* Brief
Look through the data below and, wherever a line carries the word "اللطيف", please copy that line.

Dataset records:
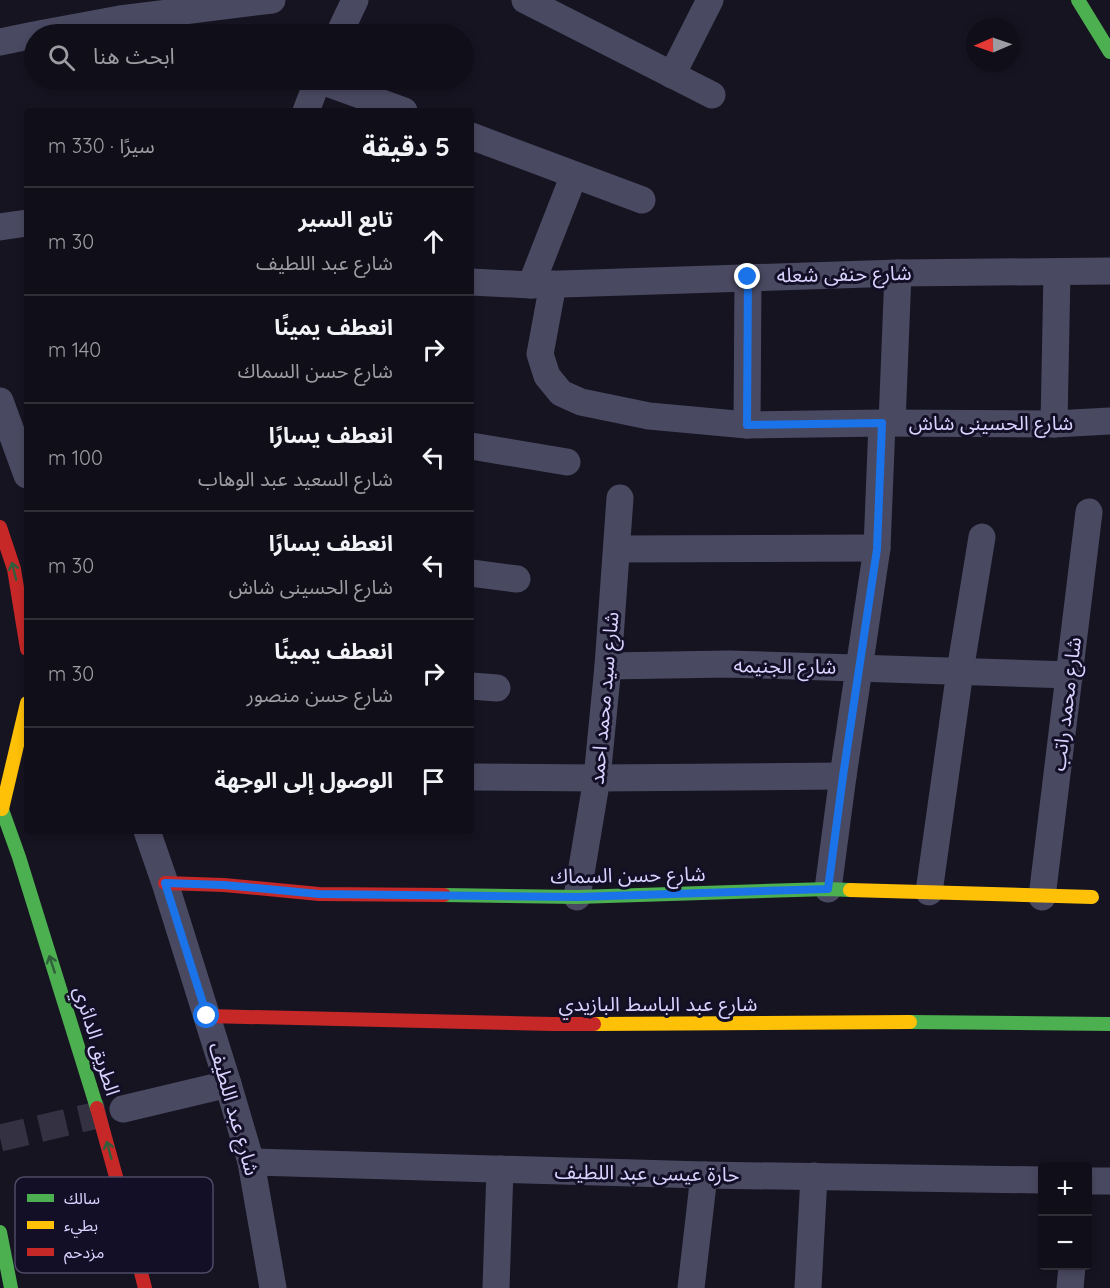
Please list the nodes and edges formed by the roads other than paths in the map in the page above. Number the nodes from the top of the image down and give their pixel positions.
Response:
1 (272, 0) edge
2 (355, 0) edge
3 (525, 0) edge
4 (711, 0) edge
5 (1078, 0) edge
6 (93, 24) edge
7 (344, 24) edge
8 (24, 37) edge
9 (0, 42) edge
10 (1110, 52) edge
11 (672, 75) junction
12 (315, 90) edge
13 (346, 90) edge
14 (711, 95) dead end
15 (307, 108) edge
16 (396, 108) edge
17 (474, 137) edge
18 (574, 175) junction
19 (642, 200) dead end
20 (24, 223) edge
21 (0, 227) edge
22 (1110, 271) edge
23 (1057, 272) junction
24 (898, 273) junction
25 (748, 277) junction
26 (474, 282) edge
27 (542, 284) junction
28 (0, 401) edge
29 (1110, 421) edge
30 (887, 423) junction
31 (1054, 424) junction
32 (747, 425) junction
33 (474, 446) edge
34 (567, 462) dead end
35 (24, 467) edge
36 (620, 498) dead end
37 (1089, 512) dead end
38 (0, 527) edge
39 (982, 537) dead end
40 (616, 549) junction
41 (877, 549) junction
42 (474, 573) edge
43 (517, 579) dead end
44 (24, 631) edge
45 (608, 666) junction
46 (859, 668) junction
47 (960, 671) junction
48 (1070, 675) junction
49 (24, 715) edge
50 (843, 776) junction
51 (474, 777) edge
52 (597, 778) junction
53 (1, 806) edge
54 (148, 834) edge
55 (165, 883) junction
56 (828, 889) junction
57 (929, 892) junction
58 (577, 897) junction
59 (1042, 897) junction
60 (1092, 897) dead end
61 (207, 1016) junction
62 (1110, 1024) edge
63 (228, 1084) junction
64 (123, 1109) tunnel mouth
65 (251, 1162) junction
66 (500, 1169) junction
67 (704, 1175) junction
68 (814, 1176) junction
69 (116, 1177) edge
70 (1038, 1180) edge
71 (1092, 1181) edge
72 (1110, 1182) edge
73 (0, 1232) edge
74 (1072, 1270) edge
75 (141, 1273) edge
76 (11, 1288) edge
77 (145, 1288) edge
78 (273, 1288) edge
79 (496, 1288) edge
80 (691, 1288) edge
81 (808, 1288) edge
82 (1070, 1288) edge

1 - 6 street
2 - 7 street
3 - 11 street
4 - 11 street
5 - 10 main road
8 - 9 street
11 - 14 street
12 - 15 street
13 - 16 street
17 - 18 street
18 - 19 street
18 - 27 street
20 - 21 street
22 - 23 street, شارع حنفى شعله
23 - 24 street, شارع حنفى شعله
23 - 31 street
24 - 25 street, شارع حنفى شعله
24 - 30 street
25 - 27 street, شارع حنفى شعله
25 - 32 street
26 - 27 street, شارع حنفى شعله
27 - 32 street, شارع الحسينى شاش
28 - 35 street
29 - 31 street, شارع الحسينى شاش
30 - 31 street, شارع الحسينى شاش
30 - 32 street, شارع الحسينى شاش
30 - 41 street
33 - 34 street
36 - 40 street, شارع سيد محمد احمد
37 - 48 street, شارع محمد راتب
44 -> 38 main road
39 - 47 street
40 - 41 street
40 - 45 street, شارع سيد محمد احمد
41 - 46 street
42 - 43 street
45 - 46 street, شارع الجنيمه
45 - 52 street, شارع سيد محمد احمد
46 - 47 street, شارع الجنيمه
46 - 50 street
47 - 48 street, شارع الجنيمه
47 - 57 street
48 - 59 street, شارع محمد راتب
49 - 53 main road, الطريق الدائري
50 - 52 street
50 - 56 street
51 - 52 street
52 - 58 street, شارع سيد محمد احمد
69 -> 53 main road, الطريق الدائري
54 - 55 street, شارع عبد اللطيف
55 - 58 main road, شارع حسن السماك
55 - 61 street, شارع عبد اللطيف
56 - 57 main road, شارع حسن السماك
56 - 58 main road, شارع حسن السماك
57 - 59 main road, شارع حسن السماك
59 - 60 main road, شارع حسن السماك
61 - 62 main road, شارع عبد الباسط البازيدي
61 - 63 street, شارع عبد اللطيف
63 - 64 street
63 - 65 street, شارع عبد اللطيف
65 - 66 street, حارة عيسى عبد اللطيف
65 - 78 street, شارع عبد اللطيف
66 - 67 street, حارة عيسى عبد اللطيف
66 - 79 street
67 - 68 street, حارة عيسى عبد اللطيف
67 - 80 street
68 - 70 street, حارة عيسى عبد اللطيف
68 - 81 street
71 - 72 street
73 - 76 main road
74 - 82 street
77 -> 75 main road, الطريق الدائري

* Exercise output
54 - 55 street, شارع عبد اللطيف
55 - 61 street, شارع عبد اللطيف
61 - 63 street, شارع عبد اللطيف
63 - 65 street, شارع عبد اللطيف
65 - 66 street, حارة عيسى عبد اللطيف
65 - 78 street, شارع عبد اللطيف
66 - 67 street, حارة عيسى عبد اللطيف
67 - 68 street, حارة عيسى عبد اللطيف
68 - 70 street, حارة عيسى عبد اللطيف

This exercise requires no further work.